Contrary to the general belief that a majority of pregnant women undergo ultrasonography (USG) only for sex selection, a study shows that 80 per cent of them have given live birth and the remaining had either undergone a pregnancy loss or both live births and abortion.
Only 5.4 per cent women who had reported at least one pregnancy loss including still birth, spontaneous abortion and induced abortion, had undergone an ultrasound test during the reference period indicating a high likelihood that a portion of these could have opted for sex selective abortion barring skill births, spontaneous abortions, major fetal anomalies and pregnancies endangering mother’s health.
Statistics also revealed that women seeking ante-natal care and those who were alerted for any pregnancy complications were more likely to undergo the USG test. The analysis has also shown a higher likelihood of use of ultrasound among women with only one daughter compared to those having only one son.
In a paper “Understanding the role of ultrasound in improving maternal care in India,” Sushanta K. Banerjee of Ipas-India and Sanjay K. Mohanty of International Institute for Population Sciences have examined the linkages between pregnancy loss (including induced abortions, spontaneous abortions and still births) using the data of the third round of National Family Health Survey, and concluded that increased use in USG is predominantly due to increase in prenatal care and to identify pregnancy complications.

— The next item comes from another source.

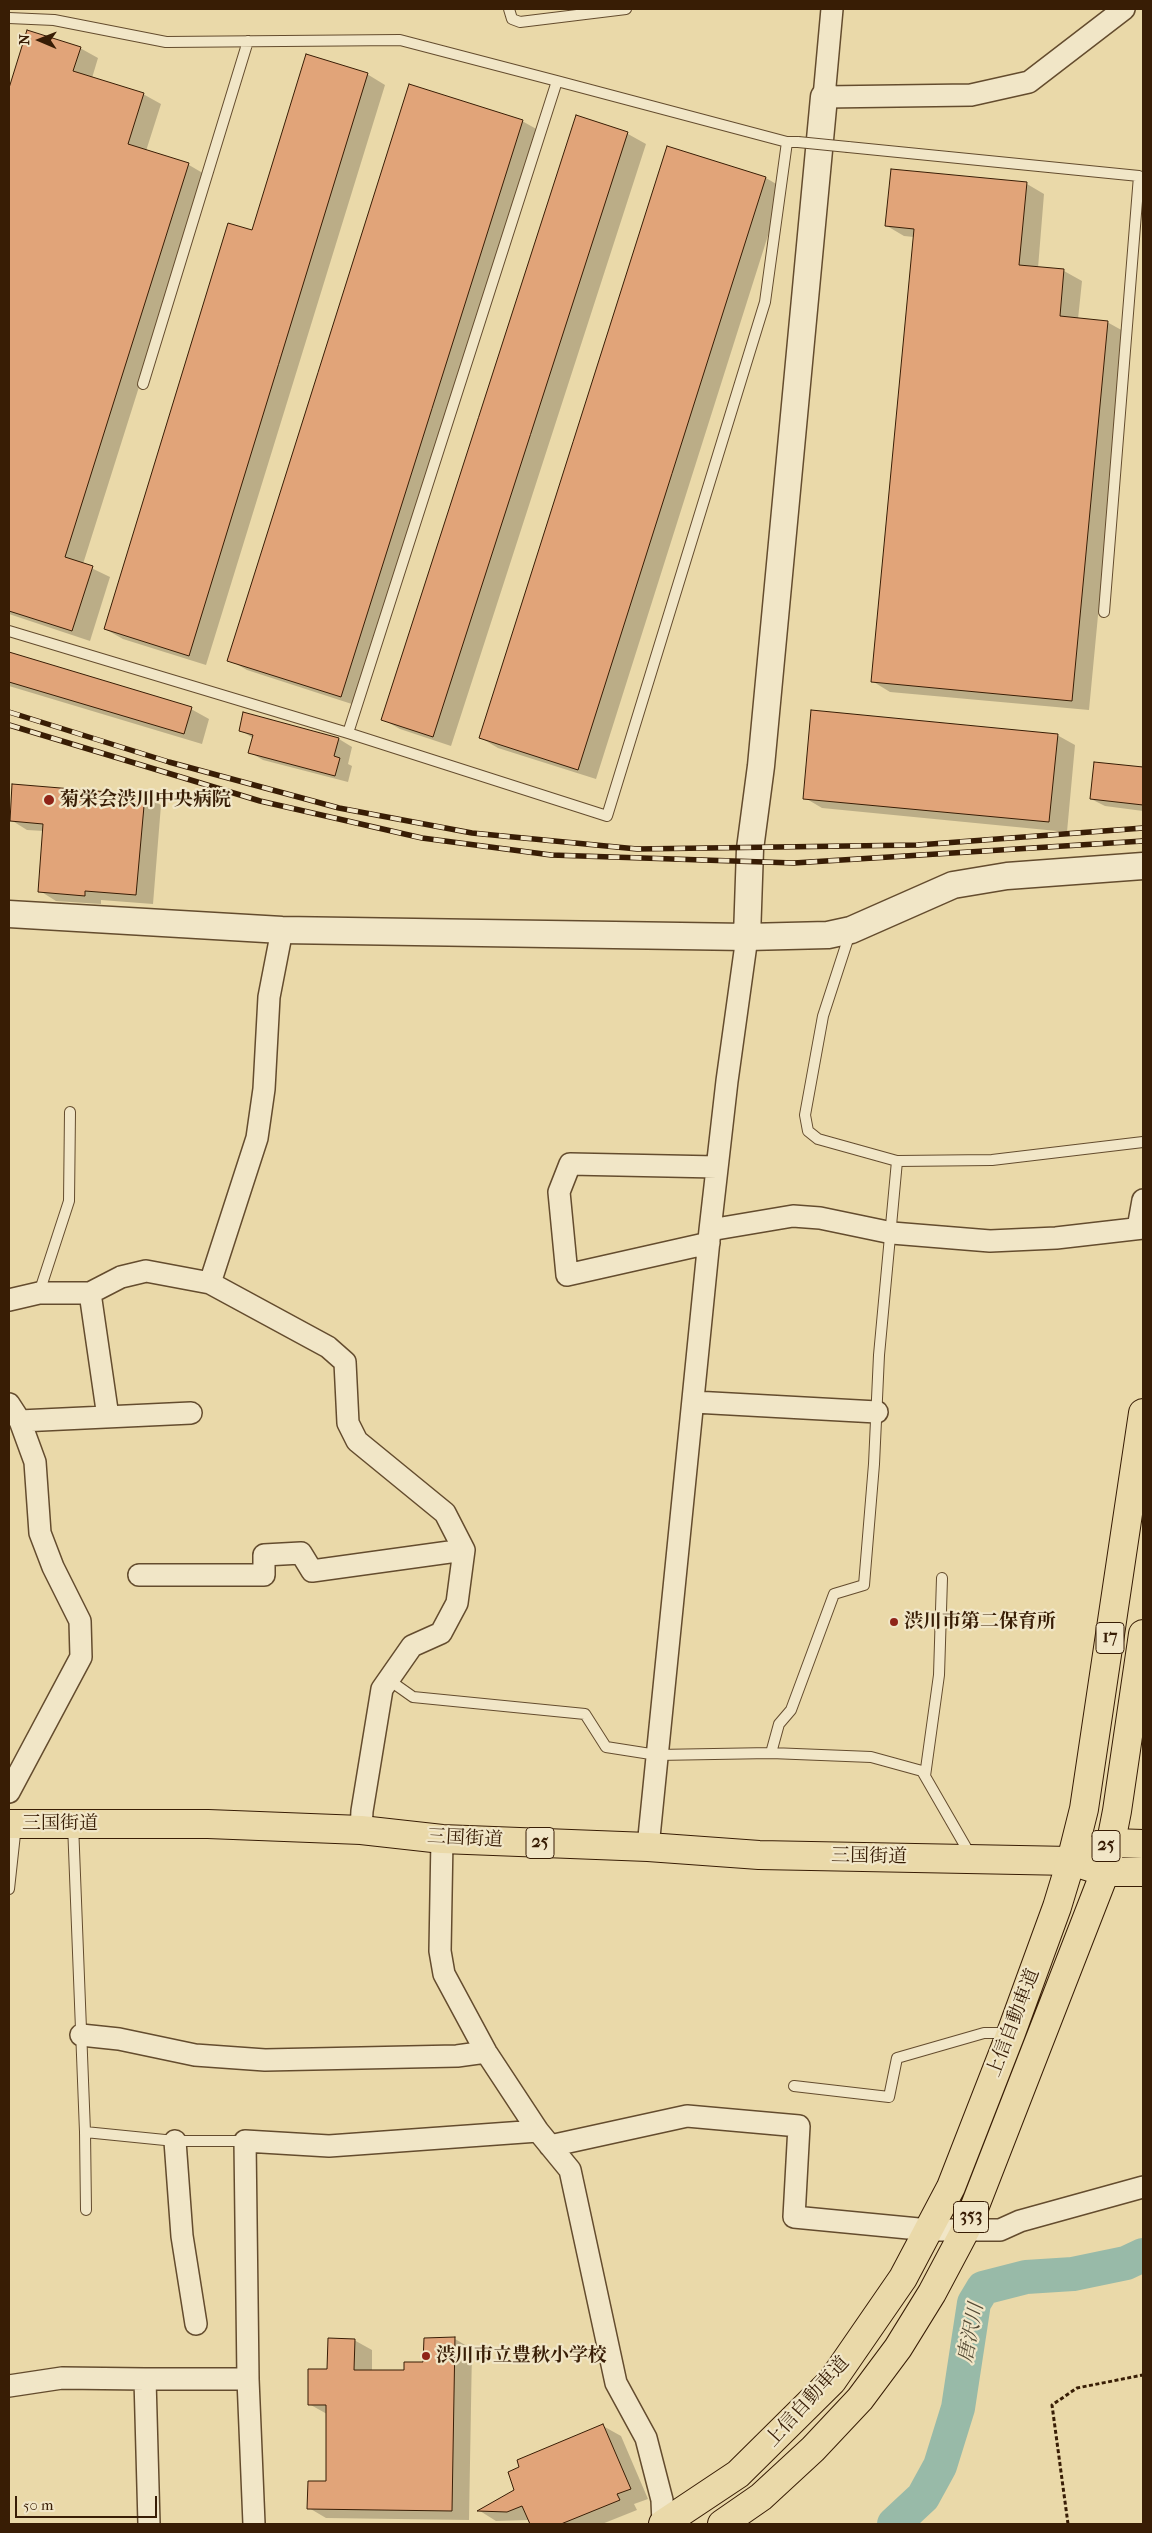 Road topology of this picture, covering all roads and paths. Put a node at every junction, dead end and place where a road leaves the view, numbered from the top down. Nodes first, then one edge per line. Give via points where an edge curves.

The study is based on 41,376 women who were pregnant anytime during the past five years. Among them, 80 per cent had given one or more births in the given period without any pregnancy loss while 20 per cent had at least one pregnancy loss during one of their pregnancies.
Of those who had at least one USG for any of their pregnancies during the reference period, 80 per cent had one (51 per cent) or more (29 per cent) live births without any pregnancy loss, 9 per cent had one live birth and one pregnancy loss, 5 per cent had one pregnancy loss and two or more live births, another five per cent had one or more pregnancy loss and no birth and one had two or more pregnancy loss and one or two more births.
In other words, majority of the women who had undergone at least one USG had at least one live birth in the reference period. Among women who had only a live birth, 29 per cent had a USG done as compared to 36 per cent among those who had at least one pregnancy loss or both live births and pregnancy loss.
However, the analysis based on NFHS data has some limitations as it cannot be identified whether the loss is due to induced abortion, spontaneous or still birth.
Results also show that among women who had given live birth and did not have any pregnancy loss, a significantly higher proportion (45 per cent) of them availed the USG test. These women were not seeking USG for identification of sex of the foetus but were possibly interested in the development of it based on a medical practitioner’s advice.
An analysis of 16,000 women also found that among those who were alerted for pregnancy complications like vaginal bleeding, 64 per cent of them were likely to go for USG compared to 38 per cent who were not alerted.